[Supplied records]:
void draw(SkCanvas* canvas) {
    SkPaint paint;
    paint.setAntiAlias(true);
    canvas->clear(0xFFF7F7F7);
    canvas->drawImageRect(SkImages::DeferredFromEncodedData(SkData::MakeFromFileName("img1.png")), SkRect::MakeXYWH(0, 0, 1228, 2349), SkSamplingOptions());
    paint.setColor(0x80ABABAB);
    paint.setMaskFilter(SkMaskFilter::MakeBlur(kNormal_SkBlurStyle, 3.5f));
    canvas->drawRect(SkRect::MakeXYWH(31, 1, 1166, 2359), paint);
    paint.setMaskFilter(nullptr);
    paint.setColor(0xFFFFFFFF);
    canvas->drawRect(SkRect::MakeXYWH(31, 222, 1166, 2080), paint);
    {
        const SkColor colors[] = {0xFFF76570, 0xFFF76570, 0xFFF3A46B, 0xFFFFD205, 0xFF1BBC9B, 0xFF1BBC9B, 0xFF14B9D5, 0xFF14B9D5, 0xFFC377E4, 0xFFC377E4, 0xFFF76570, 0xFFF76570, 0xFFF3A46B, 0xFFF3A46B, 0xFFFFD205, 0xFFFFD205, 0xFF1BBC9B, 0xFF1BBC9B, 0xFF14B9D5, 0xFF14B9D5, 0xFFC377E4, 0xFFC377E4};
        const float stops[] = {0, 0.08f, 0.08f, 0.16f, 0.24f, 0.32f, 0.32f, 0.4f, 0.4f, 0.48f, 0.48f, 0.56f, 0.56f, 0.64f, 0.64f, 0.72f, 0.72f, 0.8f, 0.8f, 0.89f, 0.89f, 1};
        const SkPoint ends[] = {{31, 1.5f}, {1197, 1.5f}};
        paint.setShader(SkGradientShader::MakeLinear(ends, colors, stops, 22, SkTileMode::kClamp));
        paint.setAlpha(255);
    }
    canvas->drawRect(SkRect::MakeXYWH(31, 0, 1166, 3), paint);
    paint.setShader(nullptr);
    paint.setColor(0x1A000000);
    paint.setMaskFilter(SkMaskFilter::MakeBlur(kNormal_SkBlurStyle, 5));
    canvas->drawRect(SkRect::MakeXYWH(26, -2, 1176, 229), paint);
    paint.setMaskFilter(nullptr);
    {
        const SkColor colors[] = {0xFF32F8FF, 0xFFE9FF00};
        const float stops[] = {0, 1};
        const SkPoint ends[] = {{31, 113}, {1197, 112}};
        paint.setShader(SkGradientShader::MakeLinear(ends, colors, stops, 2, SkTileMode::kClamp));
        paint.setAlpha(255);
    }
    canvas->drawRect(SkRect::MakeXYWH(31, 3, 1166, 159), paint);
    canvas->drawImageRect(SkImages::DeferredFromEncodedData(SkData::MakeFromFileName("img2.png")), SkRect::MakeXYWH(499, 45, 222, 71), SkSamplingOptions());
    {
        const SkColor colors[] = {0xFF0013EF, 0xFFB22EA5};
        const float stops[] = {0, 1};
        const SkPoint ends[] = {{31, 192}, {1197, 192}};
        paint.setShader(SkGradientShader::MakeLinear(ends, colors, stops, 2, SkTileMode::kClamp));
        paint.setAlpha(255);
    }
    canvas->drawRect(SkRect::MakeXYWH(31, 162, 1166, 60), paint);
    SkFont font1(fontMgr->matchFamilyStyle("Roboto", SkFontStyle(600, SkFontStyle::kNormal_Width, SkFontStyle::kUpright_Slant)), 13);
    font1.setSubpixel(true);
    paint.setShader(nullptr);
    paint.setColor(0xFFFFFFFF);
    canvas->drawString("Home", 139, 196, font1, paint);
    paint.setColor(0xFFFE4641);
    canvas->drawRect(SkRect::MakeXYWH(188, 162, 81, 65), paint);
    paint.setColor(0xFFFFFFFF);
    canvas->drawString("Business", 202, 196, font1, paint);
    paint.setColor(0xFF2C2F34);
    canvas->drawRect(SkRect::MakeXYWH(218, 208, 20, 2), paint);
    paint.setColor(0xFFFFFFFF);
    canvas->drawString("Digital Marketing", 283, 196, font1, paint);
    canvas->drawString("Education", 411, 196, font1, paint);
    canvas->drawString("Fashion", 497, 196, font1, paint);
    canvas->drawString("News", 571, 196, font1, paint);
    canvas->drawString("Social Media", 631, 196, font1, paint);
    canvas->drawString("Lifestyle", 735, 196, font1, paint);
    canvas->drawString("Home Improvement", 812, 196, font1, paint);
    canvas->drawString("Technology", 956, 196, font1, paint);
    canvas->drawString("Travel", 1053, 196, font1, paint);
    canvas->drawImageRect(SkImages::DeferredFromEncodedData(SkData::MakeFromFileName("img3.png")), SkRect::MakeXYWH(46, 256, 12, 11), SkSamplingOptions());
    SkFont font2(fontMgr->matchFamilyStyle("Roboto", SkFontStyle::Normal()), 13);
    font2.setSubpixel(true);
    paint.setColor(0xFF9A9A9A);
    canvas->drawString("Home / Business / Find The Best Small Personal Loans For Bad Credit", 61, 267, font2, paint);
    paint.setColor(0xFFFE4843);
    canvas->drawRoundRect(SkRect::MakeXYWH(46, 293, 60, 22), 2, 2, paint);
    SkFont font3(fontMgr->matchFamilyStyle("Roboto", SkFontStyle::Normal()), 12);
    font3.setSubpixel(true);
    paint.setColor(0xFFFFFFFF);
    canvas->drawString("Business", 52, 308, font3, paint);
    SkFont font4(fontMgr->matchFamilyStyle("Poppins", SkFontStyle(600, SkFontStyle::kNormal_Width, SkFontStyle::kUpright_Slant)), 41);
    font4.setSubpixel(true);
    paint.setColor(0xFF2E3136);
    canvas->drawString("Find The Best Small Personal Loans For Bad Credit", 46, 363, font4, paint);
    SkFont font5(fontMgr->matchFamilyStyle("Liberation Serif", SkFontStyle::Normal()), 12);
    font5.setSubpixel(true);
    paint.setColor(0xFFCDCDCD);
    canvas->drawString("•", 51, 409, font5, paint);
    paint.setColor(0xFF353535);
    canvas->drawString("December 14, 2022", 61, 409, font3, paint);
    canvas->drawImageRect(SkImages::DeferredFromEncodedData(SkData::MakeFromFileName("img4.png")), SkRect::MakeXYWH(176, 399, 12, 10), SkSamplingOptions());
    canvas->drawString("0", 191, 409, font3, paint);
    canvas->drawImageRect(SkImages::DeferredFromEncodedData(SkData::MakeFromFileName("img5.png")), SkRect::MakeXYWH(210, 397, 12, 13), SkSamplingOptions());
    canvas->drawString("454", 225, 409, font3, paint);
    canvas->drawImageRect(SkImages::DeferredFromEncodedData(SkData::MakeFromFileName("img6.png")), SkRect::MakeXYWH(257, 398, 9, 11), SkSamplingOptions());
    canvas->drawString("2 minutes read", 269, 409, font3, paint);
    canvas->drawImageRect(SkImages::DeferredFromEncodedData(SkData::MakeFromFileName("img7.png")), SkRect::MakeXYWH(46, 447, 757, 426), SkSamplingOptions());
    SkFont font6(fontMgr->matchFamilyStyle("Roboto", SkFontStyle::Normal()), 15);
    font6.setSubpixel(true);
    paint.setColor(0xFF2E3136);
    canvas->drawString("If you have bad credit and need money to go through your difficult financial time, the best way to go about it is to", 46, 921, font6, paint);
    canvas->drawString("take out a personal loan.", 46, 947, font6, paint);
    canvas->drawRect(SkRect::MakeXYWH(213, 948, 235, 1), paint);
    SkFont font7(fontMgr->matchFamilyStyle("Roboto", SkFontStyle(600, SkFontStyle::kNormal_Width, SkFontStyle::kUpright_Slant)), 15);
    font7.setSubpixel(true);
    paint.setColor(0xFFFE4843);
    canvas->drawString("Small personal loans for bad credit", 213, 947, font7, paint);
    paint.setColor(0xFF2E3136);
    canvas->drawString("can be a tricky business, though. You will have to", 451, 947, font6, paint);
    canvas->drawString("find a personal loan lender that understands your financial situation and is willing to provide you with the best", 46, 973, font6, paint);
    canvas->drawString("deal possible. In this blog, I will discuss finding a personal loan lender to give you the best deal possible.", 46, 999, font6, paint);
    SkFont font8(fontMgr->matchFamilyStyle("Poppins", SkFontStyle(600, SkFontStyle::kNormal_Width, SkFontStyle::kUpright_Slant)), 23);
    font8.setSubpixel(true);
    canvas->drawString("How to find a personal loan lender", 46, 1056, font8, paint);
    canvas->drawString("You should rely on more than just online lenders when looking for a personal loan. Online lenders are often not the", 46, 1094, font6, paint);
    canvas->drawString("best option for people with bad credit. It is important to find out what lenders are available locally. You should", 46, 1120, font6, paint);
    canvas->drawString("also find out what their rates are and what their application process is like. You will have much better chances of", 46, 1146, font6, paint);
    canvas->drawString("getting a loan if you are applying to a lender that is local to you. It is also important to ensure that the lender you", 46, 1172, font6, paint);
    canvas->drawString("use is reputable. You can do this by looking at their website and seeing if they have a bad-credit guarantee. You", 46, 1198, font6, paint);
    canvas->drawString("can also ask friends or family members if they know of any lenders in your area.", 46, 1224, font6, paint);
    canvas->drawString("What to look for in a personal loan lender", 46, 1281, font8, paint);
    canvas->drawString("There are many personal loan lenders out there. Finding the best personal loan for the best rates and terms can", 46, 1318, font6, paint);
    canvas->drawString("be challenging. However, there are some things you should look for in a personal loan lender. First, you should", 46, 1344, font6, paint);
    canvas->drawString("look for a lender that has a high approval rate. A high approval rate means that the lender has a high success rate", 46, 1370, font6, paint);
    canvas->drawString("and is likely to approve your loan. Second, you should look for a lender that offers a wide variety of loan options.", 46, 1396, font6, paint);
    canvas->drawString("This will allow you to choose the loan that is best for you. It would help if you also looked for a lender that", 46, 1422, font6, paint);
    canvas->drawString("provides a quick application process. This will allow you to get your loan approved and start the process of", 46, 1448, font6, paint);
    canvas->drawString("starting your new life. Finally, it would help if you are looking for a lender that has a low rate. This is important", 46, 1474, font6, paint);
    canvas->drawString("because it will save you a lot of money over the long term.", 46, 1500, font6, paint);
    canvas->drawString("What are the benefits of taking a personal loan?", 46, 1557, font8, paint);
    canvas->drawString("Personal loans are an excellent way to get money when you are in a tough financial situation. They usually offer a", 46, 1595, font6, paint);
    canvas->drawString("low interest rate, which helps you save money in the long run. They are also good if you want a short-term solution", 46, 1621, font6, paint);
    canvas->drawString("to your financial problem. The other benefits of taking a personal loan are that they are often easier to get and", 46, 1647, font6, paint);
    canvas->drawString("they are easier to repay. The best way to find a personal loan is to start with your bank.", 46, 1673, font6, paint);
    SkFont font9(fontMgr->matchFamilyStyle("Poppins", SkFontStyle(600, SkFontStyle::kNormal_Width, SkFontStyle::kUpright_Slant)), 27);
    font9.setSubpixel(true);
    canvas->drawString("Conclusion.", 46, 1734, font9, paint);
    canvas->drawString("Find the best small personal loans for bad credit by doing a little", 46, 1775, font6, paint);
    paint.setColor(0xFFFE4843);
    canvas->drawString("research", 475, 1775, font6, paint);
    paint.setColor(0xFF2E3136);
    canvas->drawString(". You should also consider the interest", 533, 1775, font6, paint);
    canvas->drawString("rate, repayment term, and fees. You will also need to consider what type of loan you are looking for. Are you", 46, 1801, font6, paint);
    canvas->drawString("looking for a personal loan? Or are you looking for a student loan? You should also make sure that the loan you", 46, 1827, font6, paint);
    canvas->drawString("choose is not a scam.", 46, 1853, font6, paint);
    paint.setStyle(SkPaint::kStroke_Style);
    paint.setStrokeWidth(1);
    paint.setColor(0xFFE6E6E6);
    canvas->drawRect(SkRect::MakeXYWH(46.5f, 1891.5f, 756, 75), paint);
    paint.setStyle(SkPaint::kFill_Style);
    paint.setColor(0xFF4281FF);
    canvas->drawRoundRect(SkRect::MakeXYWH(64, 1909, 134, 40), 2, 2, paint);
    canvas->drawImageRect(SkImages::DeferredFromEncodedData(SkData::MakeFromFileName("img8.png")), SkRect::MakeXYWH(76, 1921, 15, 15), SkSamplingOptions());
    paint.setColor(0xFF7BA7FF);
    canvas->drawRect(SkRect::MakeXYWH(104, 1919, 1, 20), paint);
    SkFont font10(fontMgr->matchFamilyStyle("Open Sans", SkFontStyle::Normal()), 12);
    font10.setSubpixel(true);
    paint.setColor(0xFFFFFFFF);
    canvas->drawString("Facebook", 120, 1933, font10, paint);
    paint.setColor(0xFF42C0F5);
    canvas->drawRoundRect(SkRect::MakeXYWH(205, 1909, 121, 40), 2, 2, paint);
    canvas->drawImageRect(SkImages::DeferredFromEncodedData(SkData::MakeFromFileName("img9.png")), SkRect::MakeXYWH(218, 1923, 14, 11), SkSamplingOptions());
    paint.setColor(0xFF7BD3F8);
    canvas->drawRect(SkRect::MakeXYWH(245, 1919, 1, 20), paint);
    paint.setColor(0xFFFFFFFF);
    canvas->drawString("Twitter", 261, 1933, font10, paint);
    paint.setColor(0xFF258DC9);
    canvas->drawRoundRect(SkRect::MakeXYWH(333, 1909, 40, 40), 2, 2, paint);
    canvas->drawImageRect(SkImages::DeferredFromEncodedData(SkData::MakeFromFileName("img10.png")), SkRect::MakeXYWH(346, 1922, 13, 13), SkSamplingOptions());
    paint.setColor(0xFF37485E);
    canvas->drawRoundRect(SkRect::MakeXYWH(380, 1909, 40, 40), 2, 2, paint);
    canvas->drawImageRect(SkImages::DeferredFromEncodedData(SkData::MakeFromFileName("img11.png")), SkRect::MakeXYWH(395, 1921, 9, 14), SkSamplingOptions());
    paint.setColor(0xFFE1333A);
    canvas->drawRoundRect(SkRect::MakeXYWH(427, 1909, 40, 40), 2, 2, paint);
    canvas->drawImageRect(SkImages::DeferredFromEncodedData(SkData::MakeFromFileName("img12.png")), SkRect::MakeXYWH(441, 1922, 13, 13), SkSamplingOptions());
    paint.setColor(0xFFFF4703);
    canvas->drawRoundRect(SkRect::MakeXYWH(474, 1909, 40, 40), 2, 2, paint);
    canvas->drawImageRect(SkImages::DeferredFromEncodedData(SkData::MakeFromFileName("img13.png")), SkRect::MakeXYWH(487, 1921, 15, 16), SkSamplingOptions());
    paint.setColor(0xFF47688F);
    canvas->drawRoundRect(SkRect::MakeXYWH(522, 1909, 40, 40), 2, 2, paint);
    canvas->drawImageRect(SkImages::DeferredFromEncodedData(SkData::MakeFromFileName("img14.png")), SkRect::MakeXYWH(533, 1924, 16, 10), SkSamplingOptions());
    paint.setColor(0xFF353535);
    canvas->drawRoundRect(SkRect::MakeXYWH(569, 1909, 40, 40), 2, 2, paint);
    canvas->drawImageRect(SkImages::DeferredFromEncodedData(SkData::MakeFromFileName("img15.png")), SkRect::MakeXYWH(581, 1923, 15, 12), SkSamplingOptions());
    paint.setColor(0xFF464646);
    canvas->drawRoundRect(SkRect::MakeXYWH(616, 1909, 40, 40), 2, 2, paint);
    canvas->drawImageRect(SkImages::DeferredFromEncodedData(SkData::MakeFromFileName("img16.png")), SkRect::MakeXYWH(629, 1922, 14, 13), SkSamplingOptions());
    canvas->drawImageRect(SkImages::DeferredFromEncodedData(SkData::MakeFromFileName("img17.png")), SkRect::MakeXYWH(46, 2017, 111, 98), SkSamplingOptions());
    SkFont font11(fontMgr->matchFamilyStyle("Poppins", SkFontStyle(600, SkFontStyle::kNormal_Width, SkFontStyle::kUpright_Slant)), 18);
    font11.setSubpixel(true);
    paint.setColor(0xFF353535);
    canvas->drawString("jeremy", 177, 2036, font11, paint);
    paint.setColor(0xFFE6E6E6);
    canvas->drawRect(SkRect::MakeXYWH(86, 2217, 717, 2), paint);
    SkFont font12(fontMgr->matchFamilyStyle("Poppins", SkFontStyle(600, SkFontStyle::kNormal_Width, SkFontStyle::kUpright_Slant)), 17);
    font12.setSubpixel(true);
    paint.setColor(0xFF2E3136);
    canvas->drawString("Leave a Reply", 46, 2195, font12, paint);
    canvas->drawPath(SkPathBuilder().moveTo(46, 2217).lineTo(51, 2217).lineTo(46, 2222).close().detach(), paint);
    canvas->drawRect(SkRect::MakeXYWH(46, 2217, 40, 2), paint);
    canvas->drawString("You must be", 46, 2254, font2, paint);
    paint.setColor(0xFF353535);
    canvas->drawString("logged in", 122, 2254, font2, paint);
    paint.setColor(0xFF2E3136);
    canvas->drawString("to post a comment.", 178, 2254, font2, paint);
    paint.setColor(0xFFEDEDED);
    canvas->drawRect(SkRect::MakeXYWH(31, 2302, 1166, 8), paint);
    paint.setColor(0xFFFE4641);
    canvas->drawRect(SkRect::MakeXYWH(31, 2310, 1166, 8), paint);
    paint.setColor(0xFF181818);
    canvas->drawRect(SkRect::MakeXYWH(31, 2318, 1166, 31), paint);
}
--
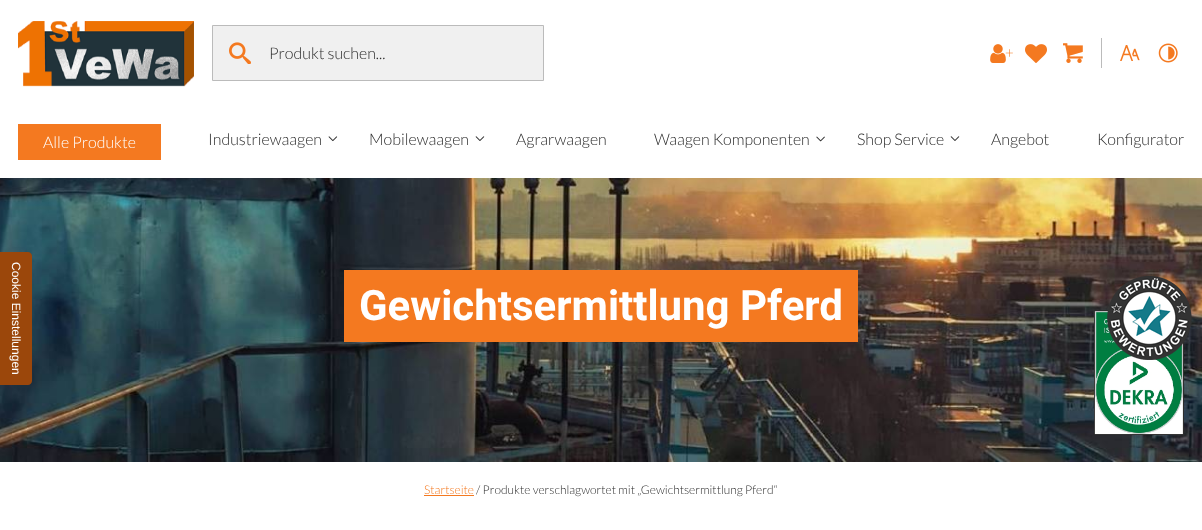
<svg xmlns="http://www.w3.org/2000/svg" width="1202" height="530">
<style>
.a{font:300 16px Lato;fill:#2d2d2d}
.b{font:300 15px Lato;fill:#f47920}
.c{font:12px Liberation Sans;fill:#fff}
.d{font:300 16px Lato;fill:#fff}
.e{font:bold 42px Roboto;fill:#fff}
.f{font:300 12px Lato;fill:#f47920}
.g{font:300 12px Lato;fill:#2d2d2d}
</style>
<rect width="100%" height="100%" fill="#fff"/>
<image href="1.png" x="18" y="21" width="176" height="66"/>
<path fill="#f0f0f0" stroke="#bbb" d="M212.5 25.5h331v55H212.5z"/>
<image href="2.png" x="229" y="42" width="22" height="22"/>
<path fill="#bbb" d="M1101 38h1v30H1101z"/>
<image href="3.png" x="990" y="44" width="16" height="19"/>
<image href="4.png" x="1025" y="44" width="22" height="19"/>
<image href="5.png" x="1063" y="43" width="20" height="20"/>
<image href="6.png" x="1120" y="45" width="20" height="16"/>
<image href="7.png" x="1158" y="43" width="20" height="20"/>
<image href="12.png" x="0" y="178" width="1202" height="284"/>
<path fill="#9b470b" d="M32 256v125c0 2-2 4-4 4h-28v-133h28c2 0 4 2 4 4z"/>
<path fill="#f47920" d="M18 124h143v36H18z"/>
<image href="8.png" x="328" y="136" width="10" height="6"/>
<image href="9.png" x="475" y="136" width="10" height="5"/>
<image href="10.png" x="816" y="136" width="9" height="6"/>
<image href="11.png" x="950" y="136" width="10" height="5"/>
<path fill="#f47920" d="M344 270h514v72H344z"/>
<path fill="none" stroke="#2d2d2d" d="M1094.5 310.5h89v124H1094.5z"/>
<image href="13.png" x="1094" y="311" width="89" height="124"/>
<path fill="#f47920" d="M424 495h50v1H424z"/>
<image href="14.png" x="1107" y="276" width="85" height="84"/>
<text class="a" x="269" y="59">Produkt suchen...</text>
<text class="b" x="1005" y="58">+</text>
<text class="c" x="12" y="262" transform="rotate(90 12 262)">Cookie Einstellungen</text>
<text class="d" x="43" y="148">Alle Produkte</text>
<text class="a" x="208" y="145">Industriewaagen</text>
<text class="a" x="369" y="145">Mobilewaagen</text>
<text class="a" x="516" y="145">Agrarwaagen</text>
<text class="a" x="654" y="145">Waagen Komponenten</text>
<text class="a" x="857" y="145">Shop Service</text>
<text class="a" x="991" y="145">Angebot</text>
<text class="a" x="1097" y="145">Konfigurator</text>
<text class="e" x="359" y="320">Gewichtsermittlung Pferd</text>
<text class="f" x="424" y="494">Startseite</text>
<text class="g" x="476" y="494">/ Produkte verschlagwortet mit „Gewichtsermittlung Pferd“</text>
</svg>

[Your instructions]: Only lines with the word "Gewichtsermittlung" belong in the answer; copy each of them from the material above.

[Result below]:
<text class="e" x="359" y="320">Gewichtsermittlung Pferd</text>
<text class="g" x="476" y="494">/ Produkte verschlagwortet mit „Gewichtsermittlung Pferd“</text>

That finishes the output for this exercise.